New doubt last night surrounded the future of GM Europe, the European arm of the US car manufacturer, after the German government turned down its appeal for more than €1bn of state aid. Angela Merkel, the German Chancellor, bowed to pressure from the Free Democrats, her coalition partners, who have argued that the business should be expected to stand on its own two feet, particularly now that its US parent company has emerged from bankruptcy and repaid some $8bn in loans received from the American and Canadian governments.
The German decision will cause concern to thousands of GM Europe workers, including staff at its Vauxhall subsidiary in the UK. The business, which has already announced a major restructuring, including the loss of 8,000 of its 48,000 European jobs, had been seeking state aid worth a total of €1.8bn, including €1.1bn from the German government.
In theory, the loss of Germany's support might force the company to make even deeper job cuts than originally envisaged. It is possible, though, that four German states, which have already pledged €500m of support, might be persuaded to increase that figure, or that a different branch of the national German government might consider GM's demands anew.

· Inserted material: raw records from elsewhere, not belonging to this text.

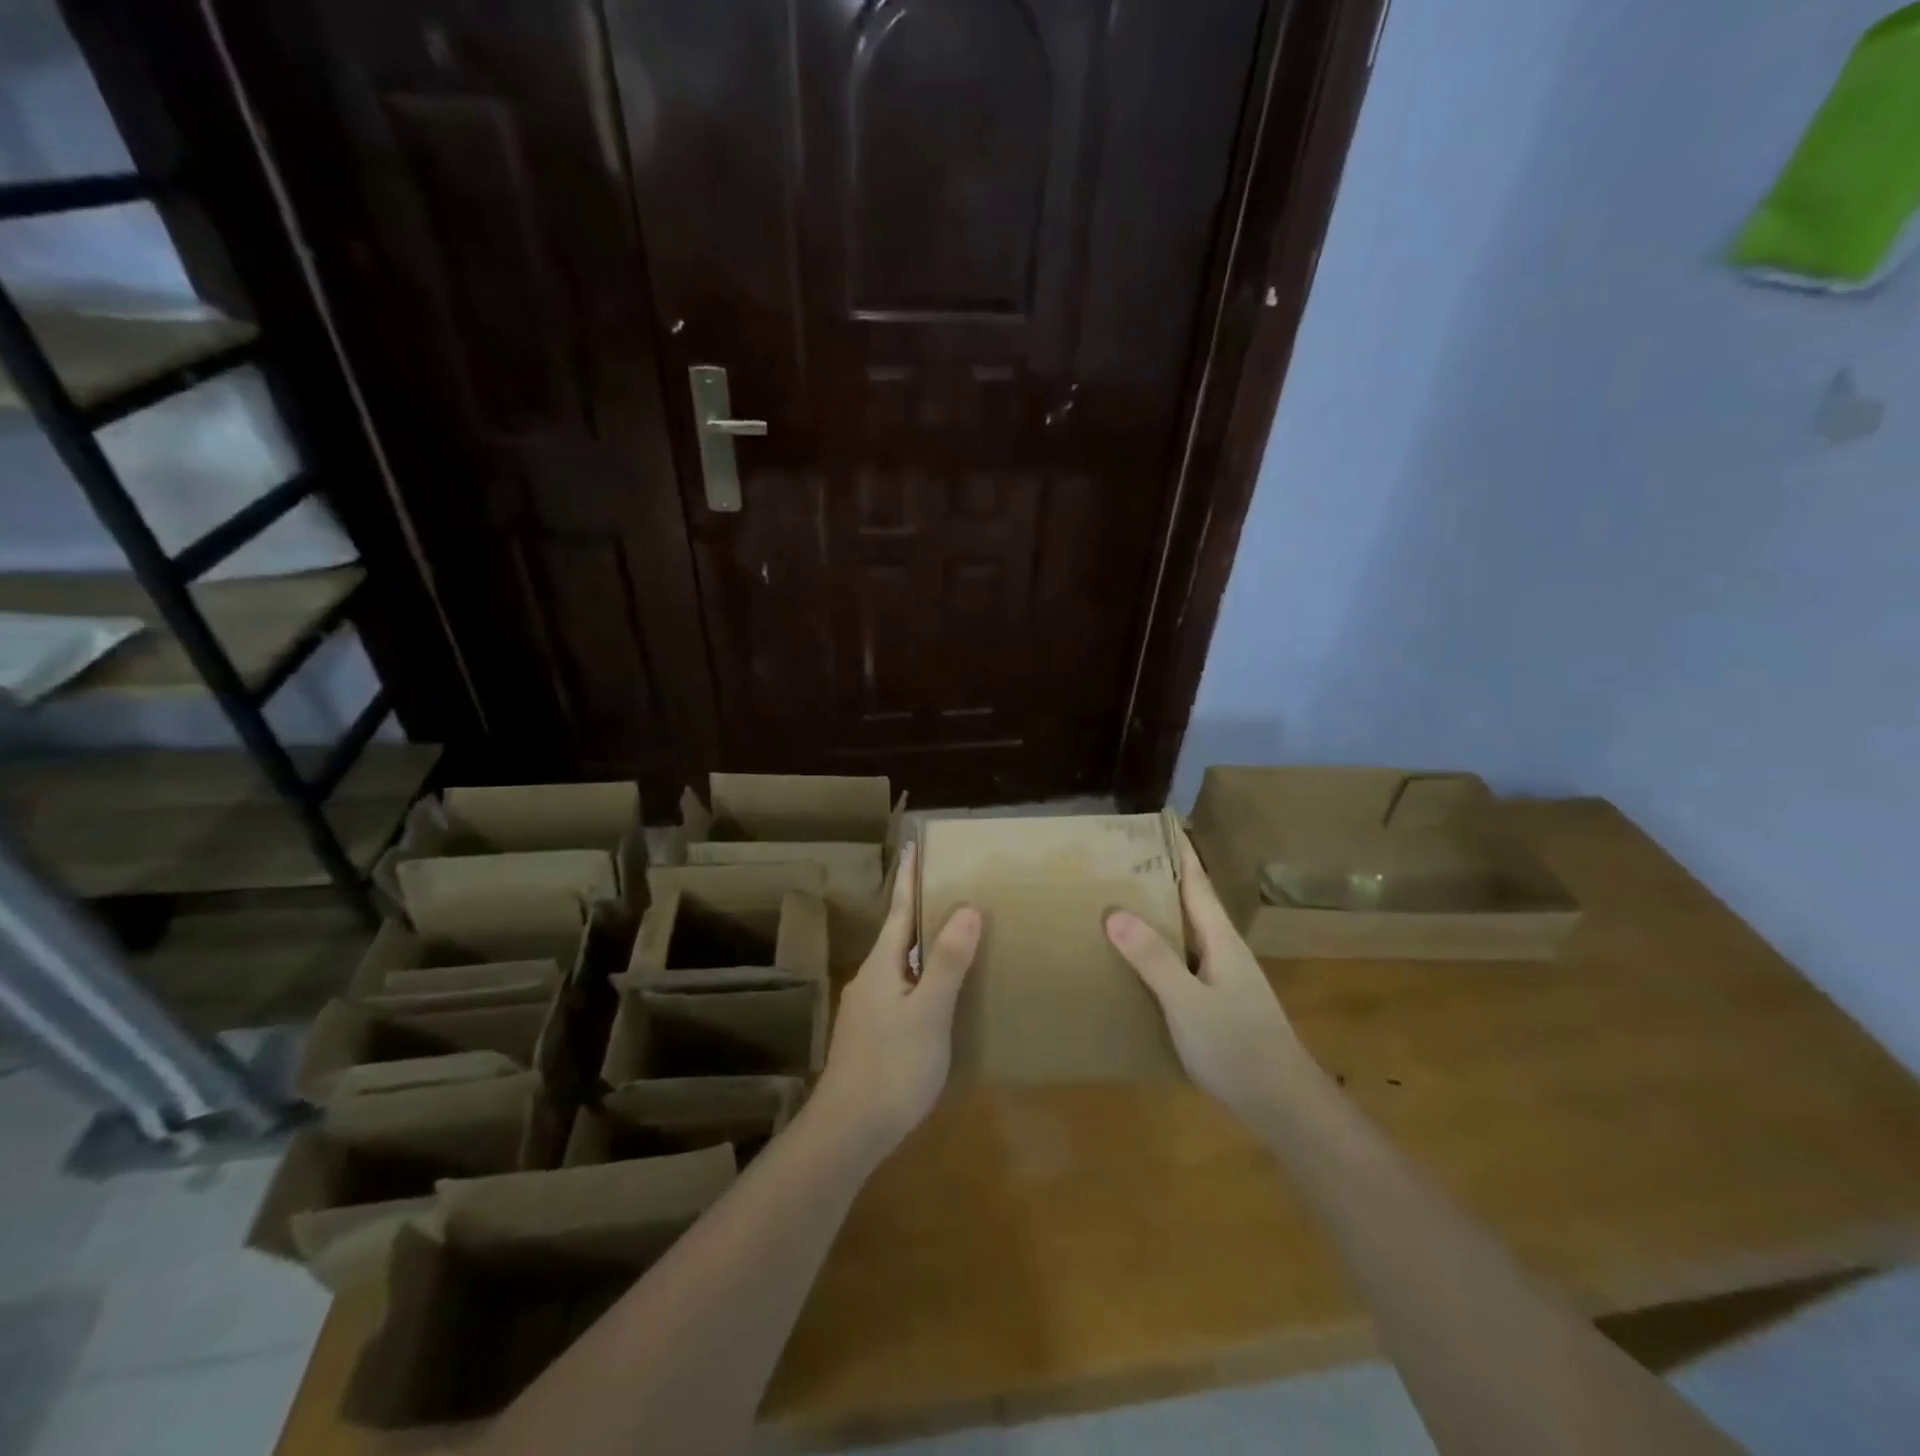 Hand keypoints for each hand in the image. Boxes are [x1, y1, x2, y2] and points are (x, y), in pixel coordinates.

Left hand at [816, 842, 981, 1153]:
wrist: (848, 1132)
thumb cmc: (893, 1066)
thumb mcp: (929, 1012)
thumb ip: (947, 961)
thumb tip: (966, 908)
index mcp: (881, 966)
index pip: (897, 910)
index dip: (908, 879)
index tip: (913, 846)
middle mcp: (869, 980)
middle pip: (896, 935)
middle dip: (918, 911)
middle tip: (948, 890)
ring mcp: (866, 1009)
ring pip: (898, 965)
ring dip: (920, 946)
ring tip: (949, 938)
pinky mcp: (870, 1035)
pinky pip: (899, 990)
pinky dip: (919, 978)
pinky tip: (936, 995)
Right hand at [1105, 832, 1303, 1121]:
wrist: (1283, 1104)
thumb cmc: (1236, 1045)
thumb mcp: (1186, 1001)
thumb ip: (1152, 957)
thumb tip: (1114, 910)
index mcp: (1221, 939)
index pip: (1197, 883)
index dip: (1180, 852)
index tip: (1162, 821)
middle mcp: (1225, 950)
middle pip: (1192, 903)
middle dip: (1163, 878)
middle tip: (1123, 860)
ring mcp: (1226, 978)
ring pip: (1189, 933)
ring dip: (1162, 914)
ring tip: (1123, 903)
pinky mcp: (1220, 1003)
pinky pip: (1186, 960)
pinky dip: (1163, 948)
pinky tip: (1141, 961)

A terse statement from GM last night pointedly thanked other European governments whose offers of aid remain in place, so far at least. "We appreciate the support of the governments in the UK, Spain, Poland and, of course, the Opel/Vauxhall workforce," it said.
GM's British workforce is in a relatively strong position, with the new Government expected to honour previous pledges of support, and Vauxhall's Ellesmere Port plant widely admired as one of the company's best European facilities.